[RECORDS PROVIDED Boundary: Start]
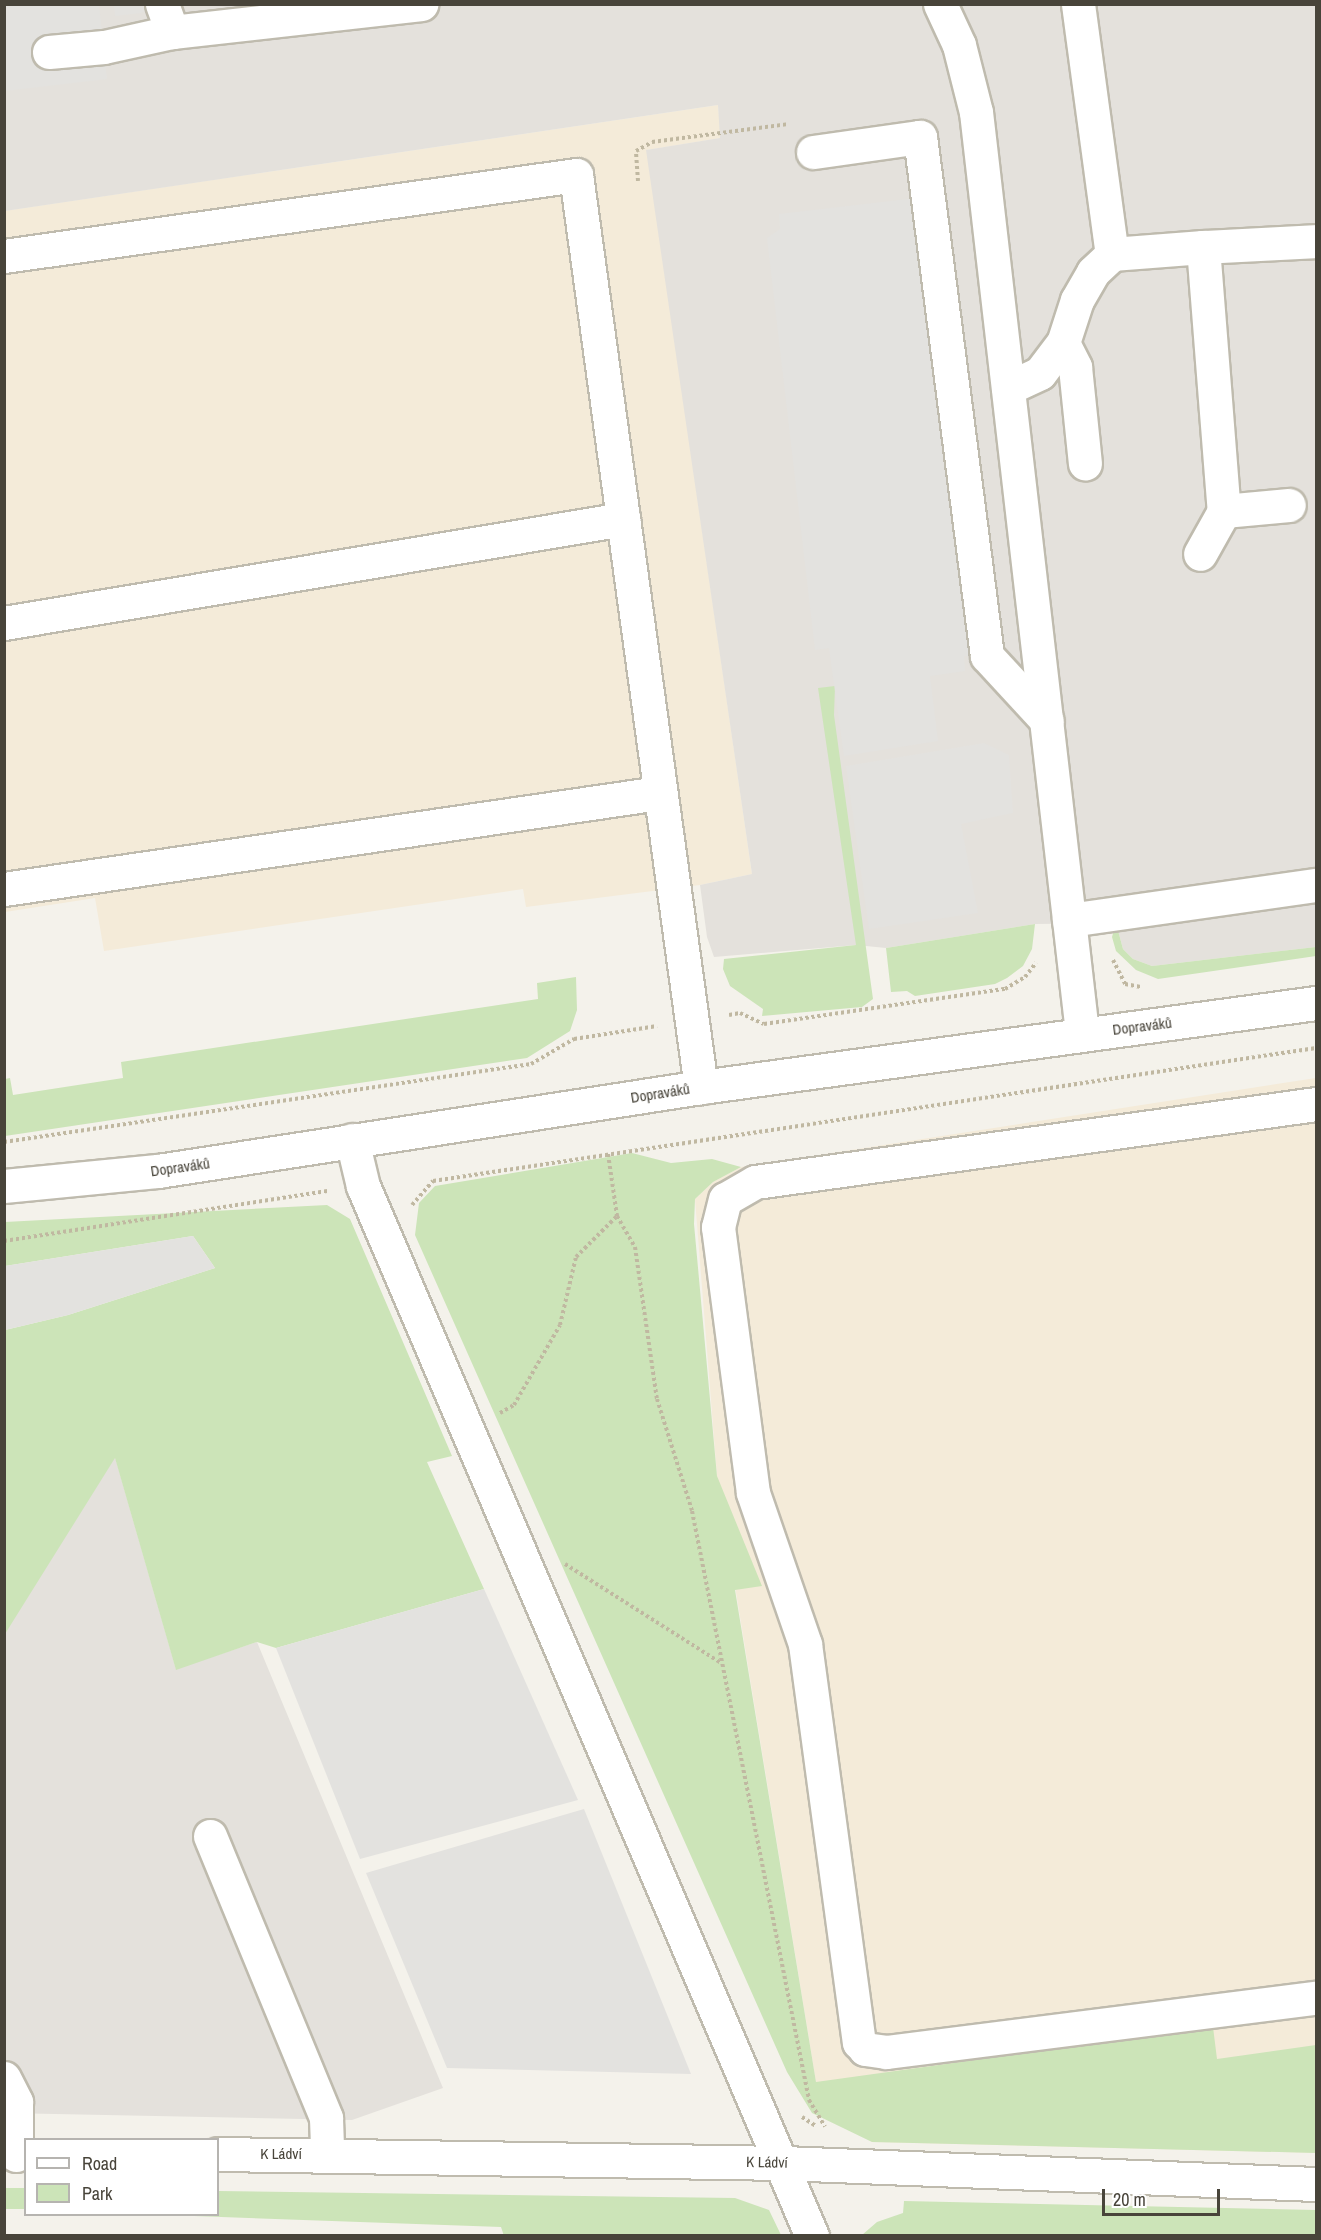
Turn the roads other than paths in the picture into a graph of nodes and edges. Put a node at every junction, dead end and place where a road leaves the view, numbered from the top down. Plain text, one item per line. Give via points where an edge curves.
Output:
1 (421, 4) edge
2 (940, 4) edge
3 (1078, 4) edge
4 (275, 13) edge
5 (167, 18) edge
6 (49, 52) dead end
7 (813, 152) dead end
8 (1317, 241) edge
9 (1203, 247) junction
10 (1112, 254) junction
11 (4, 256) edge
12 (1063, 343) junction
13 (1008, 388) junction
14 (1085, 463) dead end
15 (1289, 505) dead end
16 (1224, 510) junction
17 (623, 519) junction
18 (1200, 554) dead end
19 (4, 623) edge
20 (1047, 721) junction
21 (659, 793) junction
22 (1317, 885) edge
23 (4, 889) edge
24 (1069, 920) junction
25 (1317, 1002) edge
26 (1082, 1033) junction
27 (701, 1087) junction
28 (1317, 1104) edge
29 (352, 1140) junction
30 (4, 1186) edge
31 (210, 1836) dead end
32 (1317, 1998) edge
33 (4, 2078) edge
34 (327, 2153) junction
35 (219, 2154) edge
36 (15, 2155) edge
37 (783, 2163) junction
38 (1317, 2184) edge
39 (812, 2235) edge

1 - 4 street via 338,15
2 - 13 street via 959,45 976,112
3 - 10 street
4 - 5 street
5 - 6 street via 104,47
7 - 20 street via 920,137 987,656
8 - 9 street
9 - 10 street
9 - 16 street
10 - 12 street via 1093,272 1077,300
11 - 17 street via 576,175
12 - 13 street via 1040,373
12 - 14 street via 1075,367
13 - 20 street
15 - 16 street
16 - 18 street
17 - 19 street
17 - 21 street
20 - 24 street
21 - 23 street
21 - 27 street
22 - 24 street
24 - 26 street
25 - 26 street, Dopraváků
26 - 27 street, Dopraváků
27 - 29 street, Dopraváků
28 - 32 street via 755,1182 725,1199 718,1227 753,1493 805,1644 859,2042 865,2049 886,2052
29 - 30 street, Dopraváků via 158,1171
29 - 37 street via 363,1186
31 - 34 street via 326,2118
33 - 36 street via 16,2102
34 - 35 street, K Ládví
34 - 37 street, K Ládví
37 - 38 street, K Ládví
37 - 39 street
[RECORDS PROVIDED Boundary: End]
# PROBLEM DETAILS
Please, without any pictures, print each entry exactly.

# ANSWER FOR THE TASK
Turn the roads other than paths in the picture into a graph of nodes and edges. Put a node at every junction, dead end and place where a road leaves the view, numbered from the top down. Plain text, one item per line. Give via points where an edge curves.
Output:
1 (421, 4) edge
2 (940, 4) edge
3 (1078, 4) edge
4 (275, 13) edge
5 (167, 18) edge
6 (49, 52) dead end
7 (813, 152) dead end
8 (1317, 241) edge
9 (1203, 247) junction
10 (1112, 254) junction
11 (4, 256) edge
12 (1063, 343) junction
13 (1008, 388) junction
14 (1085, 463) dead end
15 (1289, 505) dead end
16 (1224, 510) junction
17 (623, 519) junction
18 (1200, 554) dead end
19 (4, 623) edge
20 (1047, 721) junction
21 (659, 793) junction
22 (1317, 885) edge
23 (4, 889) edge
24 (1069, 920) junction
25 (1317, 1002) edge
26 (1082, 1033) junction
27 (701, 1087) junction
28 (1317, 1104) edge
29 (352, 1140) junction
30 (4, 1186) edge
31 (210, 1836) dead end
32 (1317, 1998) edge
33 (4, 2078) edge
34 (327, 2153) junction
35 (219, 2154) edge
36 (15, 2155) edge
37 (783, 2163) junction
38 (1317, 2184) edge
39 (812, 2235) edge

1 - 4 street via 338,15
2 - 13 street via 959,45 976,112
3 - 10 street
4 - 5 street
5 - 6 street via 104,47
7 - 20 street via 920,137 987,656
8 - 9 street
9 - 10 street
9 - 16 street
10 - 12 street via 1093,272 1077,300
11 - 17 street via 576,175
12 - 13 street via 1040,373
12 - 14 street via 1075,367
13 - 20 street
15 - 16 street
16 - 18 street
17 - 19 street
17 - 21 street
20 - 24 street
21 - 23 street
21 - 27 street
22 - 24 street
24 - 26 street
25 - 26 street, Dopraváků
26 - 27 street, Dopraváků
27 - 29 street, Dopraváků
28 - 32 street via 755,1182 725,1199 718,1227 753,1493 805,1644 859,2042 865,2049 886,2052
29 - 30 street, Dopraváků via 158,1171
29 - 37 street via 363,1186
31 - 34 street via 326,2118
33 - 36 street via 16,2102
34 - 35 street, K Ládví
34 - 37 street, K Ládví
37 - 38 street, K Ládví
37 - 39 street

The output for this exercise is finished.